WORK TASK:
Find the number of lines below in which the word "dead" occurs. Write only that number.

[Dataset excerpts]
################

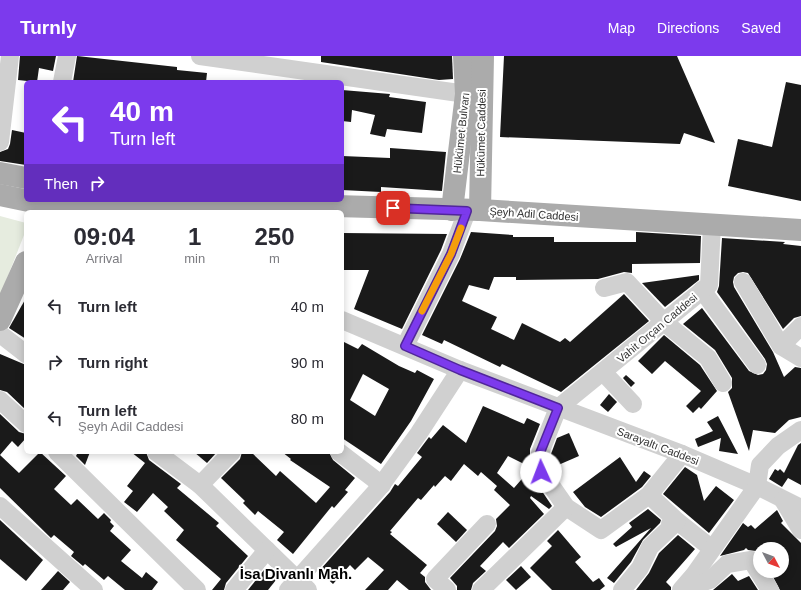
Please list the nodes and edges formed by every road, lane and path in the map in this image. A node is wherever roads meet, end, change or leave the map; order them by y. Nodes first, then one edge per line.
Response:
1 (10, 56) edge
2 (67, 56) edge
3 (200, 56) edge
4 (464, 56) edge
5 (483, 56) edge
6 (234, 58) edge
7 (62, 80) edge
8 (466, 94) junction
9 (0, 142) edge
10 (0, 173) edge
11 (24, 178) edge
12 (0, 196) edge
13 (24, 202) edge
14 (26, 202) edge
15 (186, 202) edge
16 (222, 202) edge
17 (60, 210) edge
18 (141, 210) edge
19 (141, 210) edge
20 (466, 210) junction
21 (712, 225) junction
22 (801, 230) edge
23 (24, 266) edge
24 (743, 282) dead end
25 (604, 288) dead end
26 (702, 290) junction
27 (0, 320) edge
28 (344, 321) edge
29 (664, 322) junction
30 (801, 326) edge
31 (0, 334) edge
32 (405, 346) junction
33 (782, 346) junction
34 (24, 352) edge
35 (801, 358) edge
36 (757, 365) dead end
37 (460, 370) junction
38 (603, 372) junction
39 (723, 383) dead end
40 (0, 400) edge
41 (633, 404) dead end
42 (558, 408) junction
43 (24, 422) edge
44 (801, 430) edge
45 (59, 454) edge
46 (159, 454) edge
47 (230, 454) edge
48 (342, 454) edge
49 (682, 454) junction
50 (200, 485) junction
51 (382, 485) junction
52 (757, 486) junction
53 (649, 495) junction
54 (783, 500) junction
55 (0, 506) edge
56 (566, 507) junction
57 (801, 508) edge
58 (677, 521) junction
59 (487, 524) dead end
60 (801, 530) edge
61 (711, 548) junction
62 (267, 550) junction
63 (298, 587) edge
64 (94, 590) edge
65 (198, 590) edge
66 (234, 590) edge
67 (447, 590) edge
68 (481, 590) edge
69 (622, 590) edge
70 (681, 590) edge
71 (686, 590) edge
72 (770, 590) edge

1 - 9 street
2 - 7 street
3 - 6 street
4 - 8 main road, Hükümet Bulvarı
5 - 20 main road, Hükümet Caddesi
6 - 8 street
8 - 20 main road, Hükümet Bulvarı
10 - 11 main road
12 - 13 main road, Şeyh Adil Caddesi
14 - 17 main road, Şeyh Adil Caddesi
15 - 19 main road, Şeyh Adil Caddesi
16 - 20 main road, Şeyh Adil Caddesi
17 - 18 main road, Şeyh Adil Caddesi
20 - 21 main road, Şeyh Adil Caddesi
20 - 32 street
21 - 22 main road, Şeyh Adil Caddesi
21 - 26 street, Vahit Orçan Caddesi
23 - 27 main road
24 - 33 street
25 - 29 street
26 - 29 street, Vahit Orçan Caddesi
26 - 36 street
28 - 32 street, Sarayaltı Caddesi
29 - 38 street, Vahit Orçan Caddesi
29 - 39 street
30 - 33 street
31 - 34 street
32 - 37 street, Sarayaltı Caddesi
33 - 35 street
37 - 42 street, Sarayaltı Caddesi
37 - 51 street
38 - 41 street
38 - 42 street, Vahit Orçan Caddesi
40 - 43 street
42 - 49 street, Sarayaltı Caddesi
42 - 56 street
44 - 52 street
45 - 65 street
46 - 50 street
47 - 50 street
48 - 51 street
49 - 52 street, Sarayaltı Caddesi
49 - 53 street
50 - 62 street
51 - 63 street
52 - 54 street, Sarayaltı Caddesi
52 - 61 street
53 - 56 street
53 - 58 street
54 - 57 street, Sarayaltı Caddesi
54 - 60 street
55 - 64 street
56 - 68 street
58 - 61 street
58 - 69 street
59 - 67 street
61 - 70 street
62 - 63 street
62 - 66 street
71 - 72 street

################

PROBLEM SOLUTION:
6